Community Information


 "Because God’s children are human beings—made of flesh and blood—the Son also became flesh and blood. For only as a human being could he die, and only by dying could he break the power of the devil, who had the power of death. Only in this way could he set free all who have lived their lives as slaves to the fear of dying.
~ Hebrews 2:14-15 ~

What Is a Death Doula?

What is a Death (aka End-of-Life) doula? Doulos is an ancient Greek word meaning “a woman who serves.” While of course not all doulas are women, service is at the heart of doula work. If you have ever heard of a doula, it is likely it is around the event of childbirth. Similarly, a death or end-of-life doula is a non-medical practitioner trained to assist individuals, families, and communities through the dying process. It is a holistic practice of support for the patient, caregivers, family, and loved ones. The concept of a doula is becoming a vital service role in the end-of-life process. Doulas help bring a quality of life to the end-of-life experience. Hiring a doula can transform the death experience for everyone involved.  With the assistance of a trained doula, the end-of-life process can be proficiently less muddled, after-death planning can be made lighter, and the family can focus on being a family.  Doulas are quickly becoming end-of-life ambassadors and are a cutting-edge way to deal with death. A Death Positive movement aims at taking death back, or bringing it home, so to speak. After a century of outsourcing death care to hospitals and funeral homes, individuals are revisiting the idea of dying at home, and families are finding themselves in a new role of becoming caregivers to the dying.

The Death and Resurrection Doula training program is built upon a lifetime of experience. At the heart of this program lies service and hope. Laurel Marr has specifically crafted this program from an eschatological perspective of the Christian expectation of Christ's return and the resurrection of the dead. This Death Doula training program offers Christian theology as a fundamental component in the growing need for a solution to the current crisis surrounding us in the way we think about and handle death. 

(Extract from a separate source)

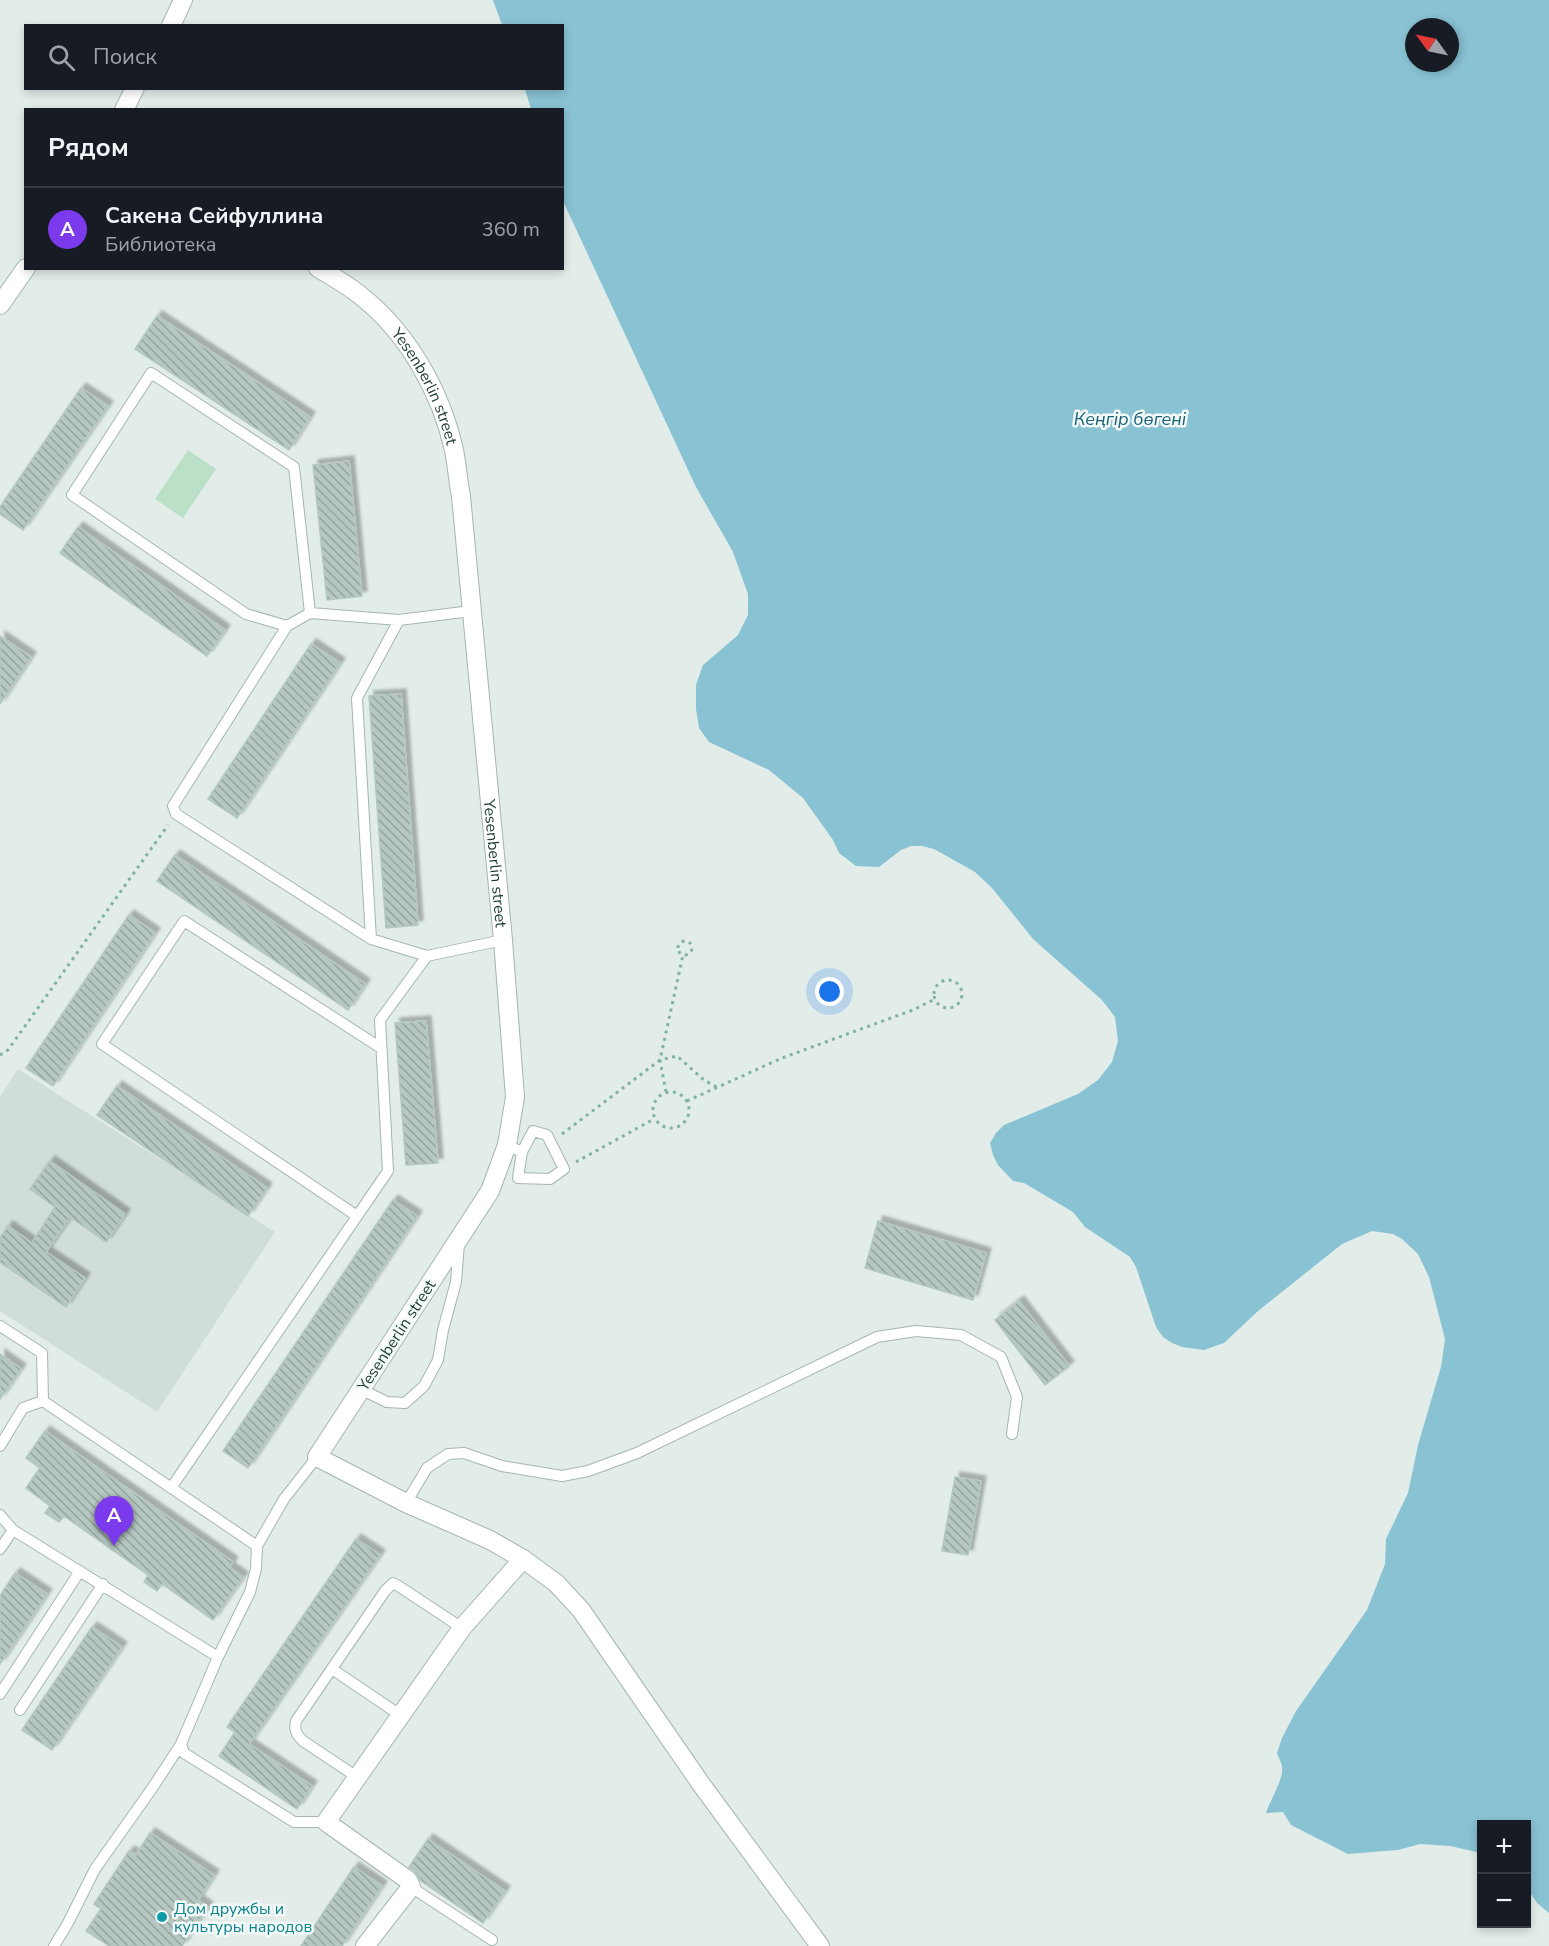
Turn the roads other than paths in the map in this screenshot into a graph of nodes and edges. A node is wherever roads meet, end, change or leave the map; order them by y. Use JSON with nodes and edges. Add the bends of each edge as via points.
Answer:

In the article, Pandemic Underscores Need for End-of-Life Training, Dr. Tim Short, the CMO of Hospice of the Piedmont, in Charlottesville, VA says, “Our society has lost touch with the last experience of every living thing.  In the United States, we have almost come to think of dying as elective” (1).  In the same vein, there is what Jack Riemer calls “medical mythology,” the “conspiracy of silence” that “sets in around the terminally ill patient” (2).  Medical mythology occurs within the denial of death.  Following Riemer, Rebecca Golbert says, “By hiding or disguising death, medical mythology removes death from the home, the family, and the community and from its rightful place in the life cycle” (3).  Keeping with this attitude proposes a significant risk, not only for the dying and their loved ones but also for the workers in our healthcare system.  A "no dying" mentality harms society as a whole. “Faced with death, expected or unexpected, the living must respond” (4).

There is an increasing need for change in end-of-life care in America.  At this time, the American population is facing an eldercare crisis because of the large number of aging individuals of the Baby Boomer Generation.  The changing trend of individuals making plans to die at home is thrusting families into a caregiving role they are likely unprepared for. As this larger generation ages, trained death doulas are trending as an essential role in the future of death care.  

Hospice is an invaluable resource for terminally ill patients and their loved ones.  The specialized hospice care team consists of medical providers, social workers, home health aides, and chaplains providing patients with the best end-of-life experience possible, including pain management in the final months leading up to death.  The Medicare Hospice Benefit limits the amount of time hospice workers can spend in the home.  End of Life Doulas are not medical professionals, but they are a necessary supplement for holistic death care alongside hospice because caregiving for the dying can overwhelm families creating a “gap” in care for dying patients (5).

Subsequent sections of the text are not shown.